Le lendemain, vers 7 heures, tous sont conduits à pied au camp annexe de Birkenau ; alors choisi pour mettre en œuvre la « solution finale » – le génocide des Juifs européens -, ce site en construction présente un contexte plus meurtrier pour tous les concentrationnaires. À leur arrivée, les “45000” sont répartis dans les Blocks 19 et 20 du secteur B-Ib, le premier créé.

Le 10 juillet, après l’appel général, ils subissent un bref interrogatoire d’identité qui parachève leur enregistrement et au cours duquel ils déclarent une profession (celle qu’ils exerçaient en dernier lieu ou une autre, supposée être plus “protectrice” dans le contexte du camp). Puis ils sont envoyés au travail dans différents Kommandos. L’ensemble des “45000” passent ainsi cinq jours à Birkenau.

Le 13 juillet, après l’appel du soir, une moitié des déportés du convoi est ramenée au camp principal (Auschwitz-I), auprès duquel fonctionnent des ateliers où sont affectés des ouvriers ayant des qualifications utiles au camp. Aucun document ni témoignage ne permet actuellement de préciser dans lequel des deux sous-camps du complexe concentrationnaire a alors été affecté Honoré Oursel.Il meurt à Auschwitz le 17 août 1942, selon le registre d’appel (Stärkebuch) et l’acte de décès établis par l’administration SS du camp (Sterbebücher) [9].

Après la guerre, le conseil municipal de Villeneuve-le-Roi donne son nom à une des rues de la commune.

Son fils, Maurice Armand Oursel décède le 8 mars 1957 à Réau, âgé de 47 ans.

Adrienne Oursel, veuve d’Honoré, décède le 20 octobre 1990, dans sa centième année, à Villeneuve-Saint-Georges.

Notes :

[1]  La compagnie Fluviale HPLM: la Compagnie Générale de Navigation, du Havre à Paris, Lyon et la Méditerranée. Compagnie de transport fluvial, issue de la fusion de deux compagnies, qui a régné sur les rivières et canaux de 1850 à 1972.

[2] Villeneuve-le-Roi : jusqu’à la loi du 10 juillet 1964, cette commune fait partie du département de la Seine-et-Oise (transfert administratif effectif en janvier 1968).

[3] L’ancien pont : peut-être l’ancien pont suspendu construit par Marc Seguin et frères en 1843 et démonté en 1939…

[4] Fouilles : ici, lieu d’extraction de sable et de gravier dans la plaine alluviale de la Seine, créant des bassins et canaux.
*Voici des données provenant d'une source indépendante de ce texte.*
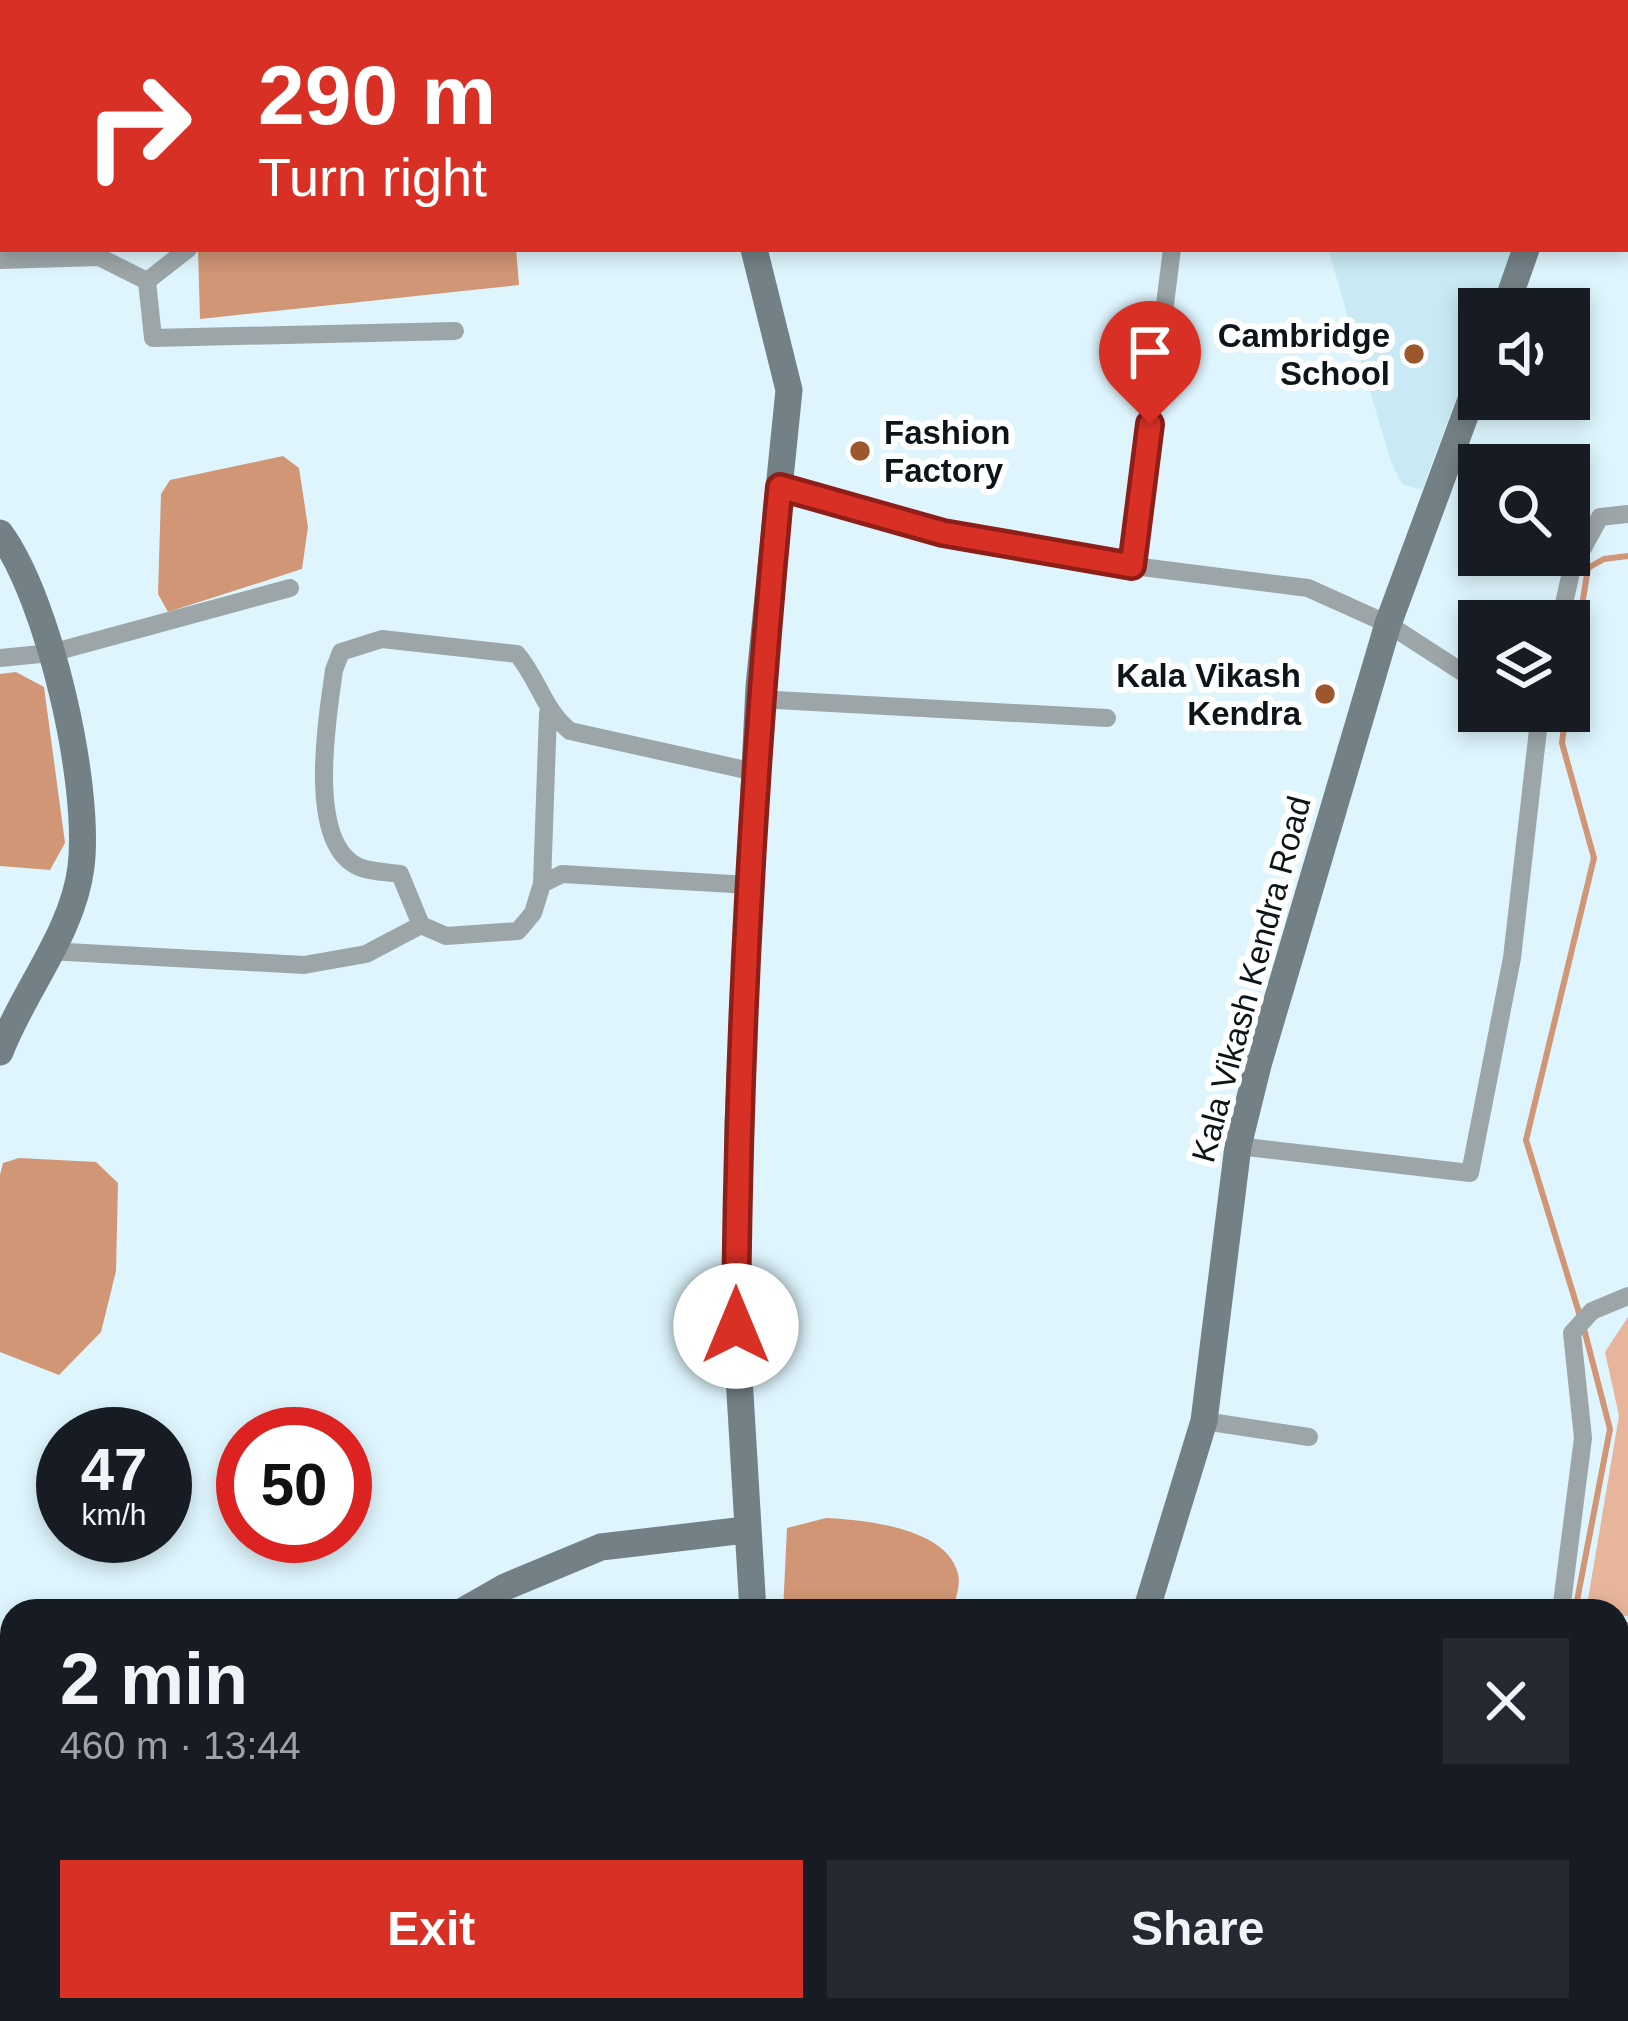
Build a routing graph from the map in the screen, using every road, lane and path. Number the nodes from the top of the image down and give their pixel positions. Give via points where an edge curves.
1 (184, 252) edge
2 (755, 252) edge
3 (1172, 252) edge
4 (1525, 252) edge
5 (0, 260) edge
6 (147, 281) junction
7 (1512, 288) edge
8 (455, 331) dead end
9 (1464, 420) edge
10 (780, 487) junction
11 (1628, 514) edge
12 (0, 533) edge
13 (1132, 566) junction
14 (290, 588) dead end
15 (1565, 600) edge
16 (1388, 625) junction
17 (51, 653) junction
18 (0, 658) edge
19 (1458, 670) edge
20 (759, 699) junction
21 (548, 713) junction
22 (1107, 718) dead end
23 (1532, 732) edge
24 (755, 772) junction
25 (542, 884) junction
26 (749, 885) junction
27 (422, 925) junction
28 (49, 951) junction
29 (8, 1013) edge
30 (0, 1052) edge
31 (1238, 1146) junction
32 (1628, 1296) edge
33 (1204, 1421) junction
34 (1309, 1437) dead end
35 (745, 1530) junction
36 (484, 1599) edge
37 (752, 1599) edge
38 (1150, 1599) edge
39 (1563, 1599) edge

1 - 6 street
2 - 10 street via 789,389
3 - 13 street
4 - 7 street
5 - 6 street via 99,257
6 - 8 street via 153,338
9 - 16 street, Kala Vikash Kendra Road
10 - 13 street via 943,533
10 - 20 street
11 - 15 street via 1600,517
12 - 17 street via 19,559
13 - 16 street via 1308,588
14 - 17 street
16 - 19 street
16 - 31 street, Kala Vikash Kendra Road
17 - 18 street
17 - 28 street via 77,777 81,868
20 - 22 street
20 - 24 street
21 - 24 street via 570,731
21 - 25 street
21 - 27 street via 517,654 382,639 341,652 323,802 338,848 358,868 400,874
23 - 31 street via 1512,958 1470,1173
24 - 26 street
25 - 26 street via 562,874
25 - 27 street via 518,931 446,936
26 - 35 street via 736,1258
27 - 28 street via 366,954 304,965
28 - 29 street
29 - 30 street
31 - 33 street, Kala Vikash Kendra Road
32 - 39 street via 1592,1311 1572,1333 1583,1438
33 - 34 street
33 - 38 street, Kala Vikash Kendra Road
35 - 36 street via 602,1547
35 - 37 street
[5] Morillon Corvol : entreprise créé en 1884 par MM. Morillon et Corvol pour la production de granulats quand se développent les constructions en ciment et béton. Devenue Entreprise Morillon-Corvol-Courbot (EMCC), filiale du groupe RMC France à partir de 1982, lui-même acheté par CEMEX, groupe mexicain, en mars 2005).

[6] Les 88 internés de Seine-et-Oise. Le 26 juin 1941, la Feldkommandantur 758 de Saint-Cloud transmet au préfet du département de Seine-et-Oise – « police d’État » -, cinq listes pour que celui-ci fasse procéder le lendemain à l’arrestation de ressortissants soviétiques ou de nationalité russe ancienne ou actuelle, dont 90 juifs, et de républicains espagnols en exil, soit 154 personnes. La sixième catégorie de personnes à arrêter doit être constituée de « Différents communistes actifs que vous désignerez » (aucune liste n’étant fournie). Tous doivent être remis à la Geheime Feldpolizei, à l’Hôtel Matignon, à Paris.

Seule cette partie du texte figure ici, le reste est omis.